Kahramanmaraş'ın kıdemli gazetecilerinden Mehmet Fiskeci'nin, maraskimlik.com'daki bugünkü yazısında kimden bahsettiği merak konusu oldu.

 

Sert yazıları ile sık sık gündeme gelen Mehmet Fiskeci, "Merhaba incir çekirdeği içindeki küçük adam!" başlıklı yazısında " Bak azizim, incir çekirdeğini doldurmayacak kadar küçük dostum! Kimsenin umurunda değilsin!" diyor. "Son söz olarak sana bir şey söyleyeyim mi, ama aramızda kalsın, aptalın tekisin sen!" diyen Fiskeci'nin kimi kast ettiği bilinmese de, siyasetin içerisinden biri olduğu sanılıyor.

 

İŞTE MEHMET FİSKECİ'NİN BUGÜNKÜ YAZISI

 

Ne o, çok mu sinirlendin? E, haklısın senin yerinde ben de olsam sinirlenirdim. İmparatorsun ya, kralsın ya, dağları sen yarattın ya, dediklerin hemen yapılıyor ya, etrafında sana ‘büyük adam’ diyen yüzlerce çanak yalayıcı, sarayın soytarısı var ya…

 

Böbürlenme, büyüklenme, kibirleneme, küstahlaşma, ukalalaşma, unutma ki senden büyük Allah var. Ne demişti merhum Sakıp Sabancı, ‘Gurur ahmaklık, kibir eşşekliktir’

 

Kimsin sen ki?

 

Kesinlikle haklısın sinirlenmekte. Ben ölsem ruhu duymaz kimsenin. ‘zaten yaş 70’ti, iş de bitmişti’ der, kenara çekilirler. Ama sen öyle değilsin, sen ölsen kıyametler kopar, olur olmaz ciğerlerde. Öksürsene bir kere, hatta sessizce öksür istersen. İkimiz de biliyoruz ki, anında bir doktor gelecek sana, memleketin en iyi doktoru. Ya da sessizce ‘acıktım’ de, derhal sofralar kurulacak önüne, hem de en Halil’inden, en İbrahim’inden. Ağzını aç, daha kapamadan ‘emredin efendim’ diyecekler. ‘Emredin!’ diyenlerin hepsi sahtekâr, ama sen bunu asla anlamıyorsun. Dene hadi! Hatta inanmadığın halde yanlış bir şey söyle bakalım, itiraz eden çıkacak mı? Uyan artık, aç gözlerini! Sana kendini unutturdular, bir havalardasın, ayakların yere değmiyor, bulutların üzerindesin!

 

Koltuk değişti, ünvanın büyüdü. Büyüdü de ne oldu, boyun mu uzadı, kaliten mi arttı, karizman mı zirve yaptı? Sakıp Sabancı’dan daha mı büyük senin hizmet aşkın, sevdan, davaya verdiğin önem!

 

Kimsin sen, kilon kaça?
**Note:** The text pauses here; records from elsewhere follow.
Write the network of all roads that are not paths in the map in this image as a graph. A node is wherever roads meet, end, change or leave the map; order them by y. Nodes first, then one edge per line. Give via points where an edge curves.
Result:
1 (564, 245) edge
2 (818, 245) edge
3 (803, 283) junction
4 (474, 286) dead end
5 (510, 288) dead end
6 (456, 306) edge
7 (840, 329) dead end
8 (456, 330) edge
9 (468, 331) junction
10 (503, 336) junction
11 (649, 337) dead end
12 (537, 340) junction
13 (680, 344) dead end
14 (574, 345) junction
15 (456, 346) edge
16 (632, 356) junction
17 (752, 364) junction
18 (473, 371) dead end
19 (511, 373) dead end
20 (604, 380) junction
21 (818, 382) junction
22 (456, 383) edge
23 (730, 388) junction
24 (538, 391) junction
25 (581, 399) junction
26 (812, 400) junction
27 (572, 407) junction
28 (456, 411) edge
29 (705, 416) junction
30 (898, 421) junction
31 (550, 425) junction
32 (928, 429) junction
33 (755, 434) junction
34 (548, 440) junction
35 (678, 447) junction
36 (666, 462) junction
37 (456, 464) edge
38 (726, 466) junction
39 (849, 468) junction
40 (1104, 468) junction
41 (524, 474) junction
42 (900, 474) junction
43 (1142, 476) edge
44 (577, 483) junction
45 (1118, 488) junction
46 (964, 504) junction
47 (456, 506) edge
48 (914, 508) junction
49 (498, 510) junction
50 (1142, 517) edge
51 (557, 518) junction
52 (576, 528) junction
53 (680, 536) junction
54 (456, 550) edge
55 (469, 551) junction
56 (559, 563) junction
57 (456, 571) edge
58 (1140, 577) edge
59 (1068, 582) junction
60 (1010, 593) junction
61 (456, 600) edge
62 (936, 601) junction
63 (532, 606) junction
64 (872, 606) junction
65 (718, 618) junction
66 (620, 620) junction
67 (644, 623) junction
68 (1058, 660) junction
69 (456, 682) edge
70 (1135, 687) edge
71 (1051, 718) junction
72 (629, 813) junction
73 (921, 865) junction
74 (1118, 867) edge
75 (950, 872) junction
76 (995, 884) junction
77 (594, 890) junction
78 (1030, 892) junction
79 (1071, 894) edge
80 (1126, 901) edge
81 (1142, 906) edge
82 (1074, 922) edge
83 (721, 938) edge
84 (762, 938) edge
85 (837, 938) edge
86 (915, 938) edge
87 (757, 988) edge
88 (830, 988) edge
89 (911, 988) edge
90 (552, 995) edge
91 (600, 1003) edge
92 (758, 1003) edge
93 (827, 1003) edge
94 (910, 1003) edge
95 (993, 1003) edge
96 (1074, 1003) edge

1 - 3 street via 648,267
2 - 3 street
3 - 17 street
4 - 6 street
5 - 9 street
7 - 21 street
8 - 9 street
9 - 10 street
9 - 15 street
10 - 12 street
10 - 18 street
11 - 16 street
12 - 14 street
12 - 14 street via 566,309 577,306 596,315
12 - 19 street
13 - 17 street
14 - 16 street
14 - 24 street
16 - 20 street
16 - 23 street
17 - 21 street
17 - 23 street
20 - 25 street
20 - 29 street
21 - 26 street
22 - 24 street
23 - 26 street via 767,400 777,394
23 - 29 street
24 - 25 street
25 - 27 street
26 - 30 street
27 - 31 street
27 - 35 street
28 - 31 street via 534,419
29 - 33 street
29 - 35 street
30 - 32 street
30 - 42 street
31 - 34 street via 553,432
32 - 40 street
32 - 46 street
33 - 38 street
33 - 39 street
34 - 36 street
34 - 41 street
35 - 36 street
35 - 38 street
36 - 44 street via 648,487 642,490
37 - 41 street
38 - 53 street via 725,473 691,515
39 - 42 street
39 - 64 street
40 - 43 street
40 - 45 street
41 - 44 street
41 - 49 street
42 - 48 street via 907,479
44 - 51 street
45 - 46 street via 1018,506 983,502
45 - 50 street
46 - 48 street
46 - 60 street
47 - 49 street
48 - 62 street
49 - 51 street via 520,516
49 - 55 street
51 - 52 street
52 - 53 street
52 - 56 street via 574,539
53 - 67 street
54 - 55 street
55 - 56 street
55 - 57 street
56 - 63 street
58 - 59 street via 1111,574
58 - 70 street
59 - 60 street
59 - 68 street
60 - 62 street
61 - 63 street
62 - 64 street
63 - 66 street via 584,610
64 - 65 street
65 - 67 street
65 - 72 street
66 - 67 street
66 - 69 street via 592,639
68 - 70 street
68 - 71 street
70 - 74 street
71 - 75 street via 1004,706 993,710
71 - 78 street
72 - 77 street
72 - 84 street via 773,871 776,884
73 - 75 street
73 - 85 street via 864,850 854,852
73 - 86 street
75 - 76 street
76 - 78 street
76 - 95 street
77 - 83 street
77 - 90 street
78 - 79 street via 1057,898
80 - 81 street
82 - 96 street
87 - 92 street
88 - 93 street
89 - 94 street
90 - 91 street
Bu memleket senin gibileri çok gördü, sen ilik ve son olmayacaksın. Gün gelecek, senin de defterini dürecekler, senin de ipini çekip, ipliğini pazara çıkartacaklar. Gün gelecek, sen de unutulanlar, kaybolanlar listesine ekleneceksin! Keser dönecek sap dönecek, gün gelir hesap 
dönecek. Şunun şurasında kaç gün kaldı ki. Parmak hesabı yapsan; bin beş yüz elli beş gün eder.
*

Oysa sen de herkes gibi sıradan birisin, insansın neticede. Ve sana inanamıyorum. Ama sen inanıyorsun! Kendini bir şey zannederek, seni alkışlayanların samimi olduklarına inanıyorsun. Hiç düşündün mü peki, kalabalıklarda senin için el çırpanlar, es kaza habere çıktığında televizyondaki konuşmalarını izlerken de alkışlıyorlar mı?

 

Bak azizim, incir çekirdeğini doldurmayacak kadar küçük dostum! Kimsenin umurunda değilsin!
Son söz olarak sana bir şey söyleyeyim mi, ama aramızda kalsın, aptalın tekisin sen!